→ Your objective: The lines needed are those below that contain the word "roads"; copy each one.
*** Dataset records ***
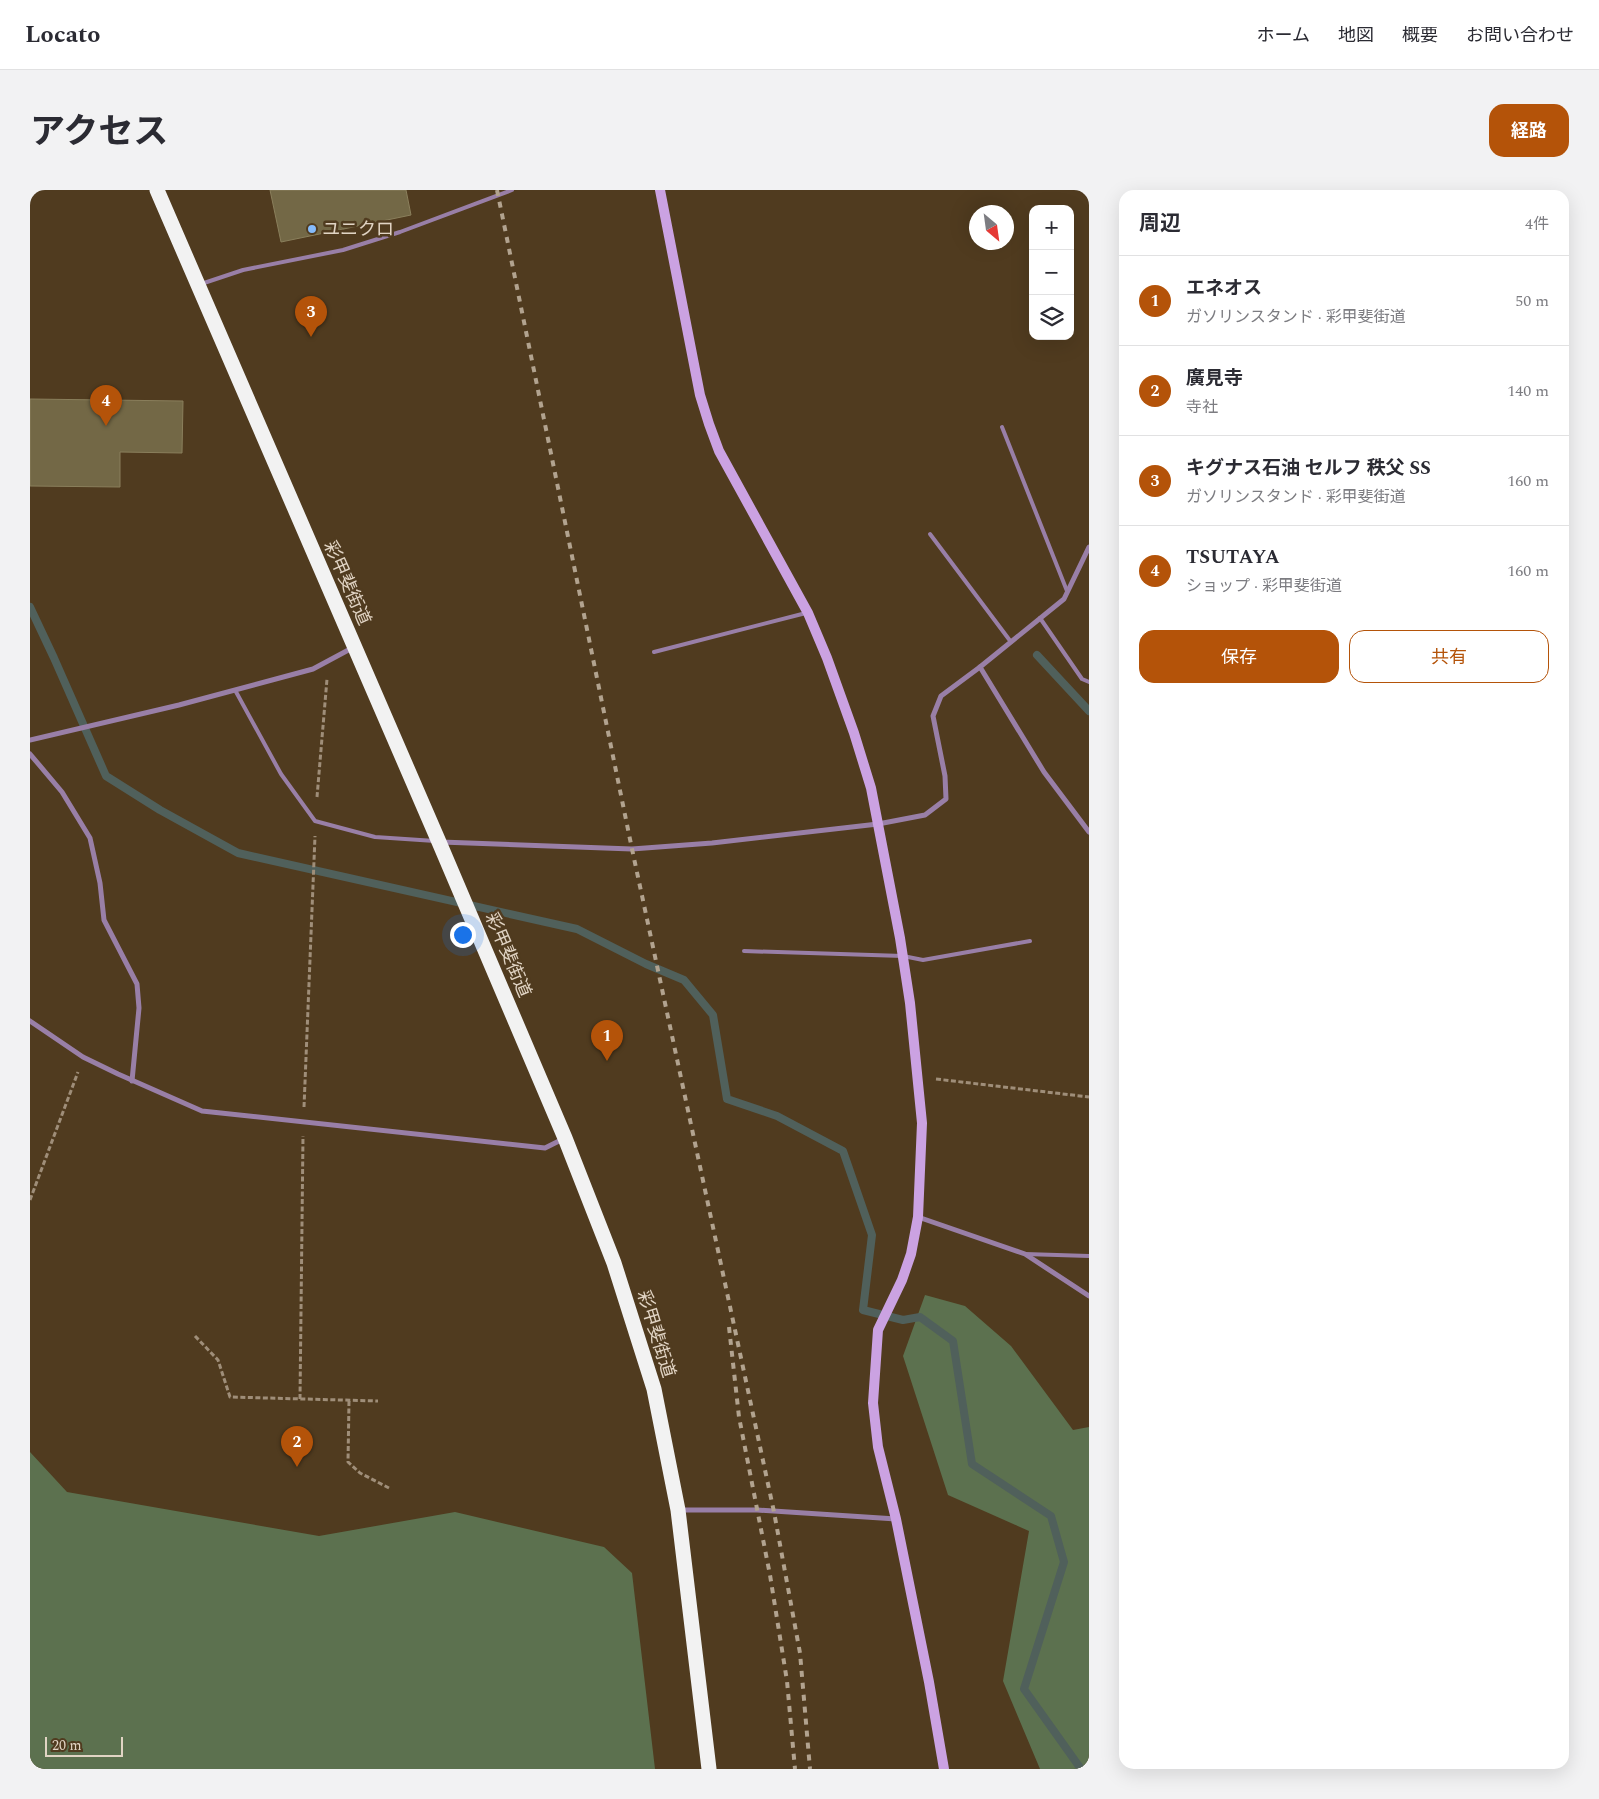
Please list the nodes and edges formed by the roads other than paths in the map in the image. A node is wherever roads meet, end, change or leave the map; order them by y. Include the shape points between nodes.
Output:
1 (157, 190) edge
2 (512, 190) edge
3 (660, 190) edge
4 (197, 285) junction
5 (1002, 428) dead end
6 (930, 534) dead end
7 (1089, 547) edge
8 (1068, 591) junction
9 (808, 613) junction
10 (1040, 618) junction
11 (1011, 642) junction
12 (355, 647) junction
13 (654, 652) dead end
14 (980, 666) junction
15 (1089, 682) edge
16 (235, 690) junction
17 (30, 740) edge
18 (30, 754) edge
19 (878, 824) junction
20 (1089, 832) edge
21 (439, 842) junction
22 (1030, 941) dead end
23 (744, 951) dead end
24 (903, 956) junction
25 (30, 1021) edge
26 (132, 1081) junction
27 (565, 1138) junction
28 (918, 1217) junction
29 (1025, 1254) junction
30 (1089, 1256) edge
31 (1089, 1296) edge
32 (678, 1510) junction
33 (896, 1519) junction
34 (709, 1769) edge
35 (944, 1769) edge

1 - 4 highway, 彩甲斐街道
2 - 4 lane via 343,250 243,270
3 - 9 street via 700,395 709,424 719,452
4 - 12 highway, 彩甲斐街道
5 - 8 lane
6 - 11 lane
7 - 8 street
8 - 10 street via 1064,599
9 - 13 lane
9 - 19 street via 854,733
10 - 11 street
10 - 15 lane via 1082,679
11 - 14 street
12 - 16 street via 313,669
12 - 21 highway, 彩甲斐街道
14 - 19 street via 941,696 933,716 946,776 946,799 925,815
14 - 20 street via 1044,772
16 - 17 street
16 - 21 lane via 281,774 316,821 375,837
18 - 26 street via 62,792 90,838 104,920 136,984 139,1008
19 - 21 street via 632,849
19 - 24 street
21 - 27 highway, 彩甲斐街道
22 - 24 lane via 922,960
23 - 24 lane
24 - 28 street via 922,1123
25 - 26 street via 83,1057
26 - 27 street via 202,1111 545,1148
27 - 32 highway, 彩甲斐街道 via 614,1263 654,1389
28 - 29 street
28 - 33 street via 902,1280 878,1330 873,1403 878,1448
29 - 30 lane
29 - 31 street
32 - 33 street via 757,1510
32 - 34 highway, 彩甲斐街道
33 - 35 street

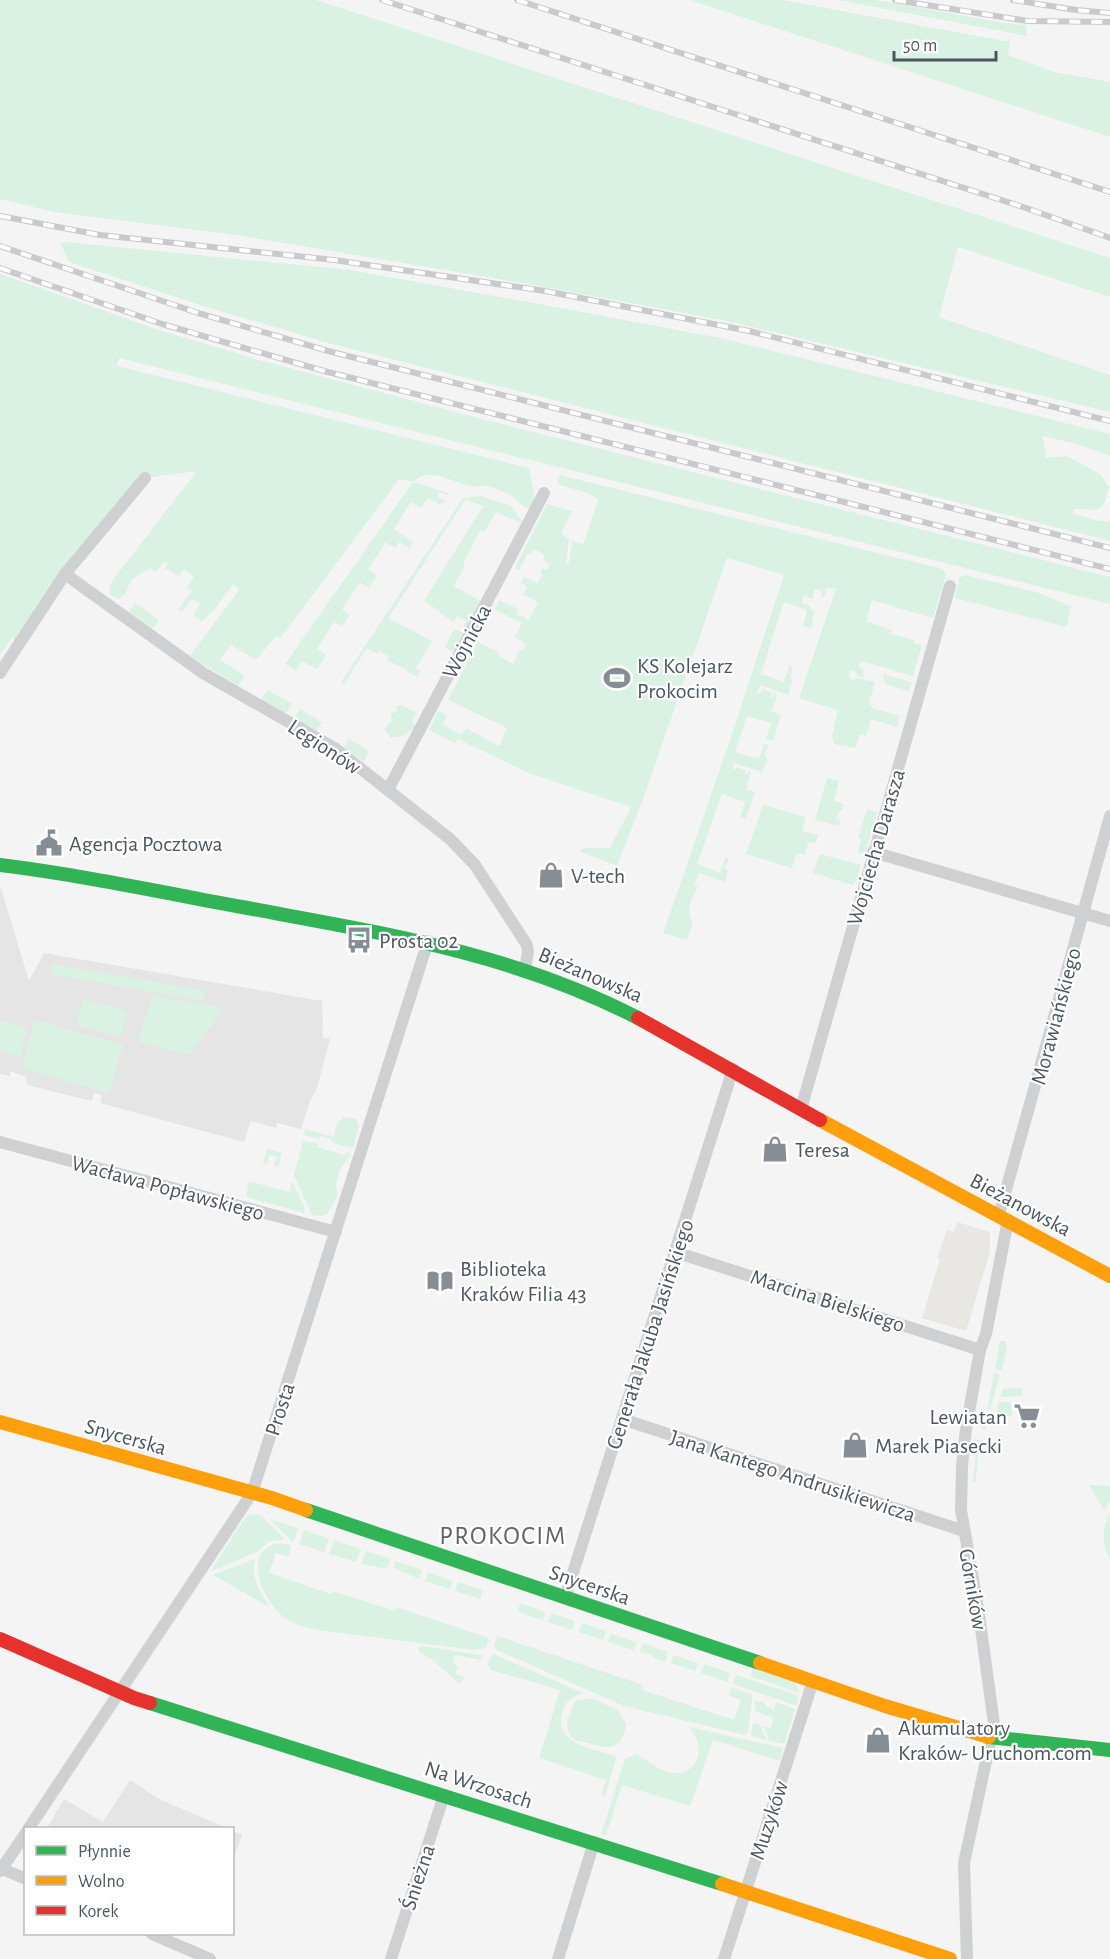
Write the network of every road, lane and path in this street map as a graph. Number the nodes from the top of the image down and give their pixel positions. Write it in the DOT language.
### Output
graph roads {
  1 [pos="145,478"];
  2 [pos="544,493"];
  3 [pos="65,574"];
  4 [pos="950,586"];
  5 [pos="0,673"];
  6 [pos="388,790"];
  7 [pos="1110,816"];
  8 [pos="873,852"];
  9 [pos="0,865"];
  10 [pos="1082,913"];
  11 [pos="1110,921"];
  12 [pos="428,940"];
  13 [pos="525,969"];
  14 [pos="733,1069"];
  15 [pos="801,1108"];
  16 [pos="0,1142"];
  17 [pos="1004,1218"];
  18 [pos="336,1232"];
  19 [pos="675,1252"];
  20 [pos="1110,1276"];
  21 [pos="980,1350"];
  22 [pos="622,1419"];
  23 [pos="0,1422"];
  24 [pos="252,1493"];
  25 [pos="964,1531"];
  26 [pos="565,1598"];
  27 [pos="0,1639"];
  28 [pos="813,1681"];
  29 [pos="119,1692"];
  30 [pos="993,1738"];
  31 [pos="1110,1750"];
  32 [pos="444,1795"];
  33 [pos="29,1827"];
  34 [pos="24,1836"];
  35 [pos="594,1842"];
  36 [pos="1,1869"];
  37 [pos="24,1878"];
  38 [pos="745,1891"];
  39 [pos="154,1935"];
  40 [pos="210,1959"];
  41 [pos="391,1959"];
  42 [pos="558,1959"];
  43 [pos="724,1959"];
  44 [pos="950,1959"];
  45 [pos="967,1959"];
  1 -- 3 [label="street"];
  2 -- 6 [label="street, Wojnicka"];
  3 -- 5 [label="street"];
  3 -- 6 [label="street, Legionów"];
  4 -- 8 [label="street, Wojciecha Darasza"];
  6 -- 13 [label="street, Legionów"];
  7 -- 10 [label="street, Morawiańskiego"];
  8 -- 10 [label="street"];
  8 -- 15 [label="street, Wojciecha Darasza"];
  9 -- 12 [label="street, Bieżanowska"];
  10 -- 11 [label="street"];
  10 -- 17 [label="street, Morawiańskiego"];
  12 -- 13 [label="street, Bieżanowska"];
  12 -- 18 [label="street, Prosta"];
  13 -- 14 [label="street, Bieżanowska"];
  14 -- 15 [label="street, Bieżanowska"];
  14 -- 19 [label="street, Generała Jakuba Jasińskiego"];
  15 -- 17 [label="street, Bieżanowska"];
  16 -- 18 [label="street, Wacława Popławskiego"];
  17 -- 20 [label="street, Bieżanowska"];
  17 -- 21 [label="street, Górników"];
  18 -- 24 [label="street, Prosta"];
  19 -- 21 [label="street, Marcina Bielskiego"];
  19 -- 22 [label="street, Generała Jakuba Jasińskiego"];
  21 -- 25 [label="street, Górników"];
  22 -- 25 [label="street, Jana Kantego Andrusikiewicza"];
  22 -- 26 [label="street, Generała Jakuba Jasińskiego"];
  23 -- 24 [label="street, Snycerska"];
  24 -- 26 [label="street, Snycerska"];
  24 -- 29 [label="street, Prosta"];
  25 -- 30 [label="street, Górników"];
  26 -- 28 [label="street, Snycerska"];
  27 -- 29 [label="street, Na Wrzosach"];
  28 -- 30 [label="street, Snycerska"];
  28 -- 38 [label="street, Muzyków"];
  29 -- 32 [label="street, Na Wrzosach"];
  29 -- 33 [label="street, Prosta"];
  30 -- 31 [label="street, Snycerska"];
  30 -- 45 [label="street, Górników"];
  32 -- 35 [label="street, Na Wrzosach"];
  32 -- 41 [label="street, Śnieżna"];
  34 -- 36 [label="street"];
  35 -- 38 [label="street, Na Wrzosach"];
  35 -- 42 [label="street"];
  36 -- 37 [label="street"];
  38 -- 43 [label="street, Muzyków"];
  38 -- 44 [label="street, Na Wrzosach"];
  39 -- 40 [label="street"];
}
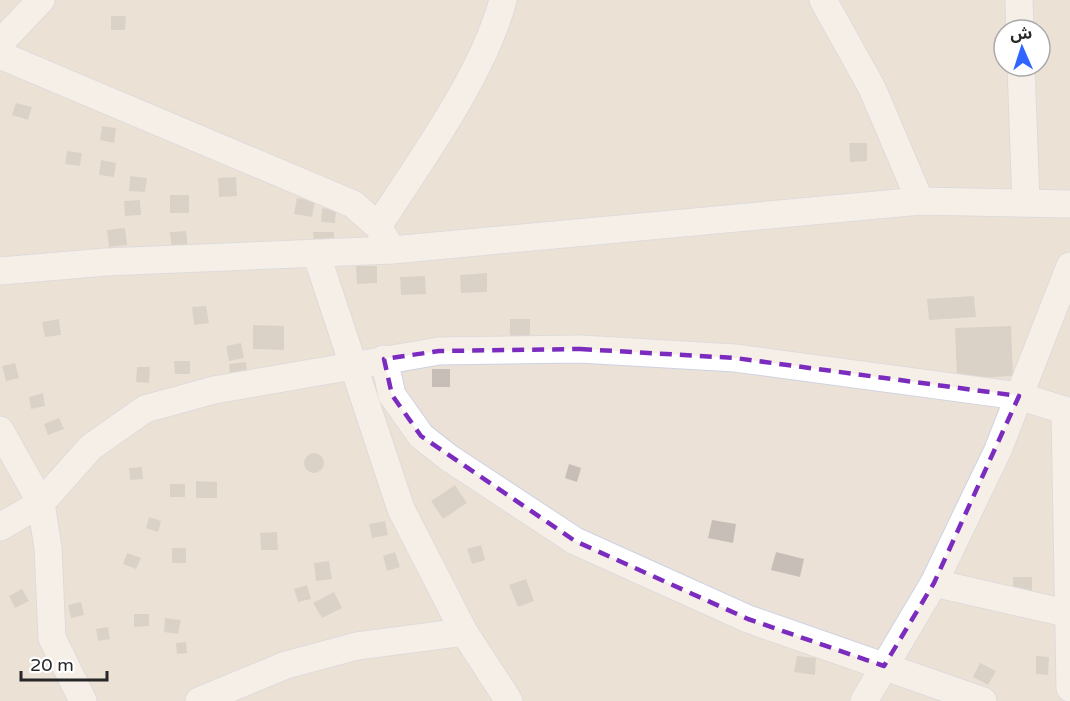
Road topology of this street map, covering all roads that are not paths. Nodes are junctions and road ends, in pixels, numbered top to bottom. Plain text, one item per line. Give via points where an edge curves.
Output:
1 (41, 0) edge
2 (503, 0) edge
3 (823, 0) edge
4 (1019, 0) edge
5 (1020, 18) edge
6 (0, 43) edge
7 (0, 55) edge
8 (1021, 78) edge
9 (920, 201) junction
10 (1026, 203) junction
11 (1070, 204) edge
12 (378, 226) junction
13 (392, 250) junction
14 (316, 253) junction
15 (1070, 266) edge
16 (0, 271) edge
17 (384, 359) junction
18 (353, 365) junction
19 (1019, 396) junction
20 (1068, 411) edge
21 (0, 430) edge
22 (41, 503) junction
23 (0, 527) edge
24 (934, 583) junction
25 (1069, 614) edge
26 (464, 632) junction
27 (884, 666) junction
28 (1070, 688) edge
29 (78, 700) edge
30 (199, 701) edge
31 (509, 701) edge
32 (864, 701) edge
33 (983, 701) edge

1 - 6 street
2 - 12 street via 496,28 444,124
3 - 9 street via 872,88
4 - 5 street
7 - 12 street via 353,204
8 - 10 street
9 - 10 street
9 - 13 street
10 - 11 street
12 - 13 street
13 - 14 street
14 - 16 street
14 - 18 street
15 - 19 street
17 - 18 street
17 - 19 street via 440,351 580,349 735,358
17 - 27 street via 392,395 421,436 449,459 575,541 748,619
18 - 22 street via 214,390 145,409 91,447
18 - 26 street via 401,509
19 - 20 street
19 - 24 street via 998,450
20 - 25 street
21 - 22 street
22 - 23 street
22 - 29 street via 48,548 52,638
24 - 25 street
24 - 27 street
25 - 28 street
26 - 30 street via 357,646 286,665
26 - 31 street
27 - 32 street
27 - 33 street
*** End of Dataset records ***
→ Finished exercise:
Please list the nodes and edges formed by the roads other than paths in the map in the image. A node is wherever roads meet, end, change or leave the map; order them by y. Include the shape points between nodes.
graph roads {
Road topology of this street map, covering all roads that are not paths. Nodes are junctions and road ends, in pixels, numbered top to bottom. Plain text, one item per line. Give via points where an edge curves.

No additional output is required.